* _Task goal_: Scan the records below. Copy every line in which the word "Žižkova" appears.

[Stored data]
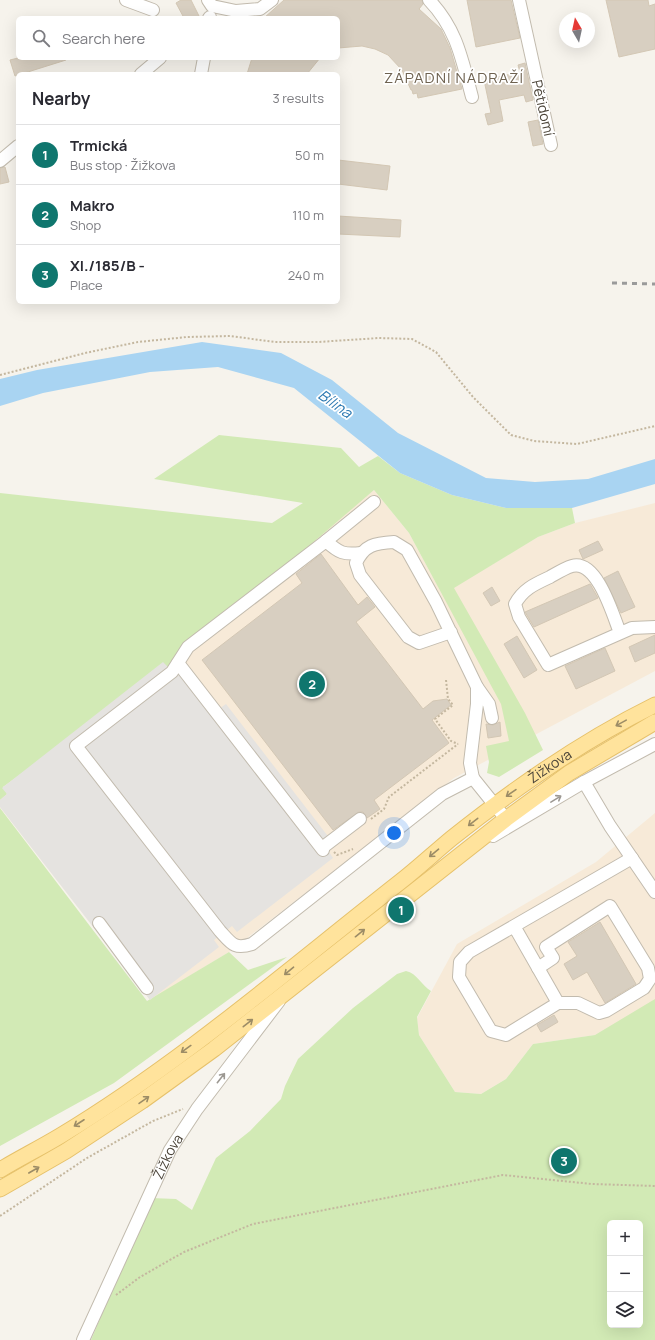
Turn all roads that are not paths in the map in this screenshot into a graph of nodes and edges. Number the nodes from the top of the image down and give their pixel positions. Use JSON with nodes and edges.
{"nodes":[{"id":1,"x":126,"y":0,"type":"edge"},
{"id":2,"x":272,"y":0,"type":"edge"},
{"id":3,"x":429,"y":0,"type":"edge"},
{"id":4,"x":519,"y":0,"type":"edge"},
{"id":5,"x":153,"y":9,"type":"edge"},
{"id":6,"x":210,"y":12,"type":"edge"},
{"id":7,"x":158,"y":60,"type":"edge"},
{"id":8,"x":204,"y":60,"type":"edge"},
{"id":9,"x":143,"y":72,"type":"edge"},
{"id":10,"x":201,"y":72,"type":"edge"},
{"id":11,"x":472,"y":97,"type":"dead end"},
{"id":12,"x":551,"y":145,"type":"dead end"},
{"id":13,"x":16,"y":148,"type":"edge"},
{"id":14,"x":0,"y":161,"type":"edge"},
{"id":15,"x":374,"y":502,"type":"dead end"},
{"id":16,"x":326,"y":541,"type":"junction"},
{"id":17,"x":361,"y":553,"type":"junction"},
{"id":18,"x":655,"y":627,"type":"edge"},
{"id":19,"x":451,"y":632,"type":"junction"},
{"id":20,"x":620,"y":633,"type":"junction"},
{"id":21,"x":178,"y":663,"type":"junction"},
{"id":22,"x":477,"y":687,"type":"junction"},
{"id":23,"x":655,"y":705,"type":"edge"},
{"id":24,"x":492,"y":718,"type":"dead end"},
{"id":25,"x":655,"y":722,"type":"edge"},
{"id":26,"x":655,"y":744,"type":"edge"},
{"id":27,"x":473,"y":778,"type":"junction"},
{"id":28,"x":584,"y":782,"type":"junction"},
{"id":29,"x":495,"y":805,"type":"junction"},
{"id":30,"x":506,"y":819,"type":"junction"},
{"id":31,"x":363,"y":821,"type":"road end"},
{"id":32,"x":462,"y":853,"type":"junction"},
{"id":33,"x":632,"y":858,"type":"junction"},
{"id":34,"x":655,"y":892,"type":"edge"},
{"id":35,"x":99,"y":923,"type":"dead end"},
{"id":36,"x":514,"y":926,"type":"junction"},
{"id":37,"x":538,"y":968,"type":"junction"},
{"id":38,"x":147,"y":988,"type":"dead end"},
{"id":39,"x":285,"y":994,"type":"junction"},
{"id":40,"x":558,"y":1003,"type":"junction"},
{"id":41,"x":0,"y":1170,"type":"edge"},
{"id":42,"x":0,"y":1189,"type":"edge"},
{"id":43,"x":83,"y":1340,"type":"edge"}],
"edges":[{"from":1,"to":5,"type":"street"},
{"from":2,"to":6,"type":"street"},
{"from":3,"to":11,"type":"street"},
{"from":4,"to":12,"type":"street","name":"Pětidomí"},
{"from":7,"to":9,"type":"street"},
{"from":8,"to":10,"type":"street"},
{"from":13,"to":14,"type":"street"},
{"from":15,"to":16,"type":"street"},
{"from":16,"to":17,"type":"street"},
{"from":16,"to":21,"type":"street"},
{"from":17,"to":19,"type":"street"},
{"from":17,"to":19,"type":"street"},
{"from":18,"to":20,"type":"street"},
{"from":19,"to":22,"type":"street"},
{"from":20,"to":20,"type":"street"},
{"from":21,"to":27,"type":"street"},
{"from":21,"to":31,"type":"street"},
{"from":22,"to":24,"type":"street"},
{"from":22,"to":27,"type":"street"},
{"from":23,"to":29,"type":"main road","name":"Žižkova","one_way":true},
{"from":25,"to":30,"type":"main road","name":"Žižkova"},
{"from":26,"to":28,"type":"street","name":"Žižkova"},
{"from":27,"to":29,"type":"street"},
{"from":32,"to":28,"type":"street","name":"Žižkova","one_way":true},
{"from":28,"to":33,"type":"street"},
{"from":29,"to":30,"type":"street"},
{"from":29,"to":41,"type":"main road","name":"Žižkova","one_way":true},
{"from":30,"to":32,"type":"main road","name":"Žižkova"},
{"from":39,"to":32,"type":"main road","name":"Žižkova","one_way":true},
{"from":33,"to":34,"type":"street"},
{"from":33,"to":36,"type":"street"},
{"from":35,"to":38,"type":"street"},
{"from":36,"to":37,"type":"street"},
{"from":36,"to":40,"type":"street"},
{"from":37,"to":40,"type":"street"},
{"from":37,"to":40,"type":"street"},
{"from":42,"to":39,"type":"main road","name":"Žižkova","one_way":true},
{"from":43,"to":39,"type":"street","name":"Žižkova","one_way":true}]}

* _Solution for this exercise_:
{"from":23,"to":29,"type":"main road","name":"Žižkova","one_way":true},
{"from":25,"to":30,"type":"main road","name":"Žižkova"},
{"from":26,"to":28,"type":"street","name":"Žižkova"},
{"from":32,"to":28,"type":"street","name":"Žižkova","one_way":true},
{"from":29,"to":41,"type":"main road","name":"Žižkova","one_way":true},
{"from":30,"to":32,"type":"main road","name":"Žižkova"},
{"from":39,"to":32,"type":"main road","name":"Žižkova","one_way":true},
{"from":42,"to":39,"type":"main road","name":"Žižkova","one_way":true},
{"from":43,"to":39,"type":"street","name":"Žižkova","one_way":true}]}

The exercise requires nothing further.